* [REQUIRED WORK]:
Reproduce each entry below exactly, without omitting any.

Collected data entries:
_ _ _
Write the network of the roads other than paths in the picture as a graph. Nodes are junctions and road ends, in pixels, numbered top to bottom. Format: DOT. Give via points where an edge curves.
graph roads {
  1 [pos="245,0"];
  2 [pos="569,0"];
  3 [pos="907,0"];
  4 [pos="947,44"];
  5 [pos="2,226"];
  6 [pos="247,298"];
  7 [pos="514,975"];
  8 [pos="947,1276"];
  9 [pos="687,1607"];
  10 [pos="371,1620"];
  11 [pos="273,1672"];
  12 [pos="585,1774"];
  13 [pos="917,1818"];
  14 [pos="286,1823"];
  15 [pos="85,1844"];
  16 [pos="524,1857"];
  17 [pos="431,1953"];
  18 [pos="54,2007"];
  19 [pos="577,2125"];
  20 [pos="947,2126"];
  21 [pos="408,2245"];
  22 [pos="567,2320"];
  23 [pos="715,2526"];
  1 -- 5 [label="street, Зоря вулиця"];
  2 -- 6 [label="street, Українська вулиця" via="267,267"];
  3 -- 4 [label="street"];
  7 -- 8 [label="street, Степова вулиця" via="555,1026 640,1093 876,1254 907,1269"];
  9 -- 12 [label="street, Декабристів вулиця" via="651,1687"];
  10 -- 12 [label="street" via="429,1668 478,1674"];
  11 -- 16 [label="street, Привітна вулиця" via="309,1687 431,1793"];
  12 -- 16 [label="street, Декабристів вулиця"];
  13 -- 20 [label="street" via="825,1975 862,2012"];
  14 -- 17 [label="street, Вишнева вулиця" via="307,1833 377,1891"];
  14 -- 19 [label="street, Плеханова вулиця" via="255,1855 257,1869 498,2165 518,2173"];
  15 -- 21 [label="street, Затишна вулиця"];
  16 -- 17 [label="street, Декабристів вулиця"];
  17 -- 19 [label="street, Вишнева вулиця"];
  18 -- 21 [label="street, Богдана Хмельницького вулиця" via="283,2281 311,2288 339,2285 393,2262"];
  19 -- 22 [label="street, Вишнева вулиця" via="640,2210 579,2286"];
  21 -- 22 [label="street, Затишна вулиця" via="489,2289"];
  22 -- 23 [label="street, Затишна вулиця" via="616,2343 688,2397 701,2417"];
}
_ _ _
* [EXERCISE SOLUTION]:
Write the network of the roads other than paths in the picture as a graph. Nodes are junctions and road ends, in pixels, numbered top to bottom. Format: DOT. Give via points where an edge curves.
graph roads {
  1 [pos="245,0"];
  2 [pos="569,0"];
  3 [pos="907,0"];
  4 [pos="947,44"];
  5 [pos="2,226"];
  6 [pos="247,298"];
  7 [pos="514,975"];
  8 [pos="947,1276"];
  9 [pos="687,1607"];
  10 [pos="371,1620"];
  11 [pos="273,1672"];
  12 [pos="585,1774"];
  13 [pos="917,1818"];
  14 [pos="286,1823"];
  15 [pos="85,1844"];
  16 [pos="524,1857"];
  17 [pos="431,1953"];
  18 [pos="54,2007"];
  19 [pos="577,2125"];
  20 [pos="947,2126"];
  21 [pos="408,2245"];
  22 [pos="567,2320"];
  23 [pos="715,2526"];
  1 -- 5 [label="street, Зоря вулиця"];
  2 -- 6 [label="street, Українська вулиця" via="267,267"];
  3 -- 4 [label="street"];
  7 -- 8 [label="street, Степова вулиця" via="555,1026 640,1093 876,1254 907,1269"];
  9 -- 12 [label="street, Декабристів вулиця" via="651,1687"];
  10 -- 12 [label="street" via="429,1668 478,1674"];
  11 -- 16 [label="street, Привітна вулиця" via="309,1687 431,1793"];
  12 -- 16 [label="street, Декабристів вулиця"];
  13 -- 20 [label="street" via="825,1975 862,2012"];
  14 -- 17 [label="street, Вишнева вулиця" via="307,1833 377,1891"];
  14 -- 19 [label="street, Плеханова вулиця" via="255,1855 257,1869 498,2165 518,2173"];
  15 -- 21 [label="street, Затишна вулиця"];
  16 -- 17 [label="street, Декабристів вулиця"];
  17 -- 19 [label="street, Вишнева вулиця"];
  18 -- 21 [label="street, Богдана Хмельницького вулиця" via="283,2281 311,2288 339,2285 393,2262"];
  19 -- 22 [label="street, Вишнева вулиця" via="640,2210 579,2286"];
  21 -- 22 [label="street, Затишна вулиця" via="489,2289"];
  22 -- 23 [label="street, Затишна вулиця" via="616,2343 688,2397 701,2417"];
}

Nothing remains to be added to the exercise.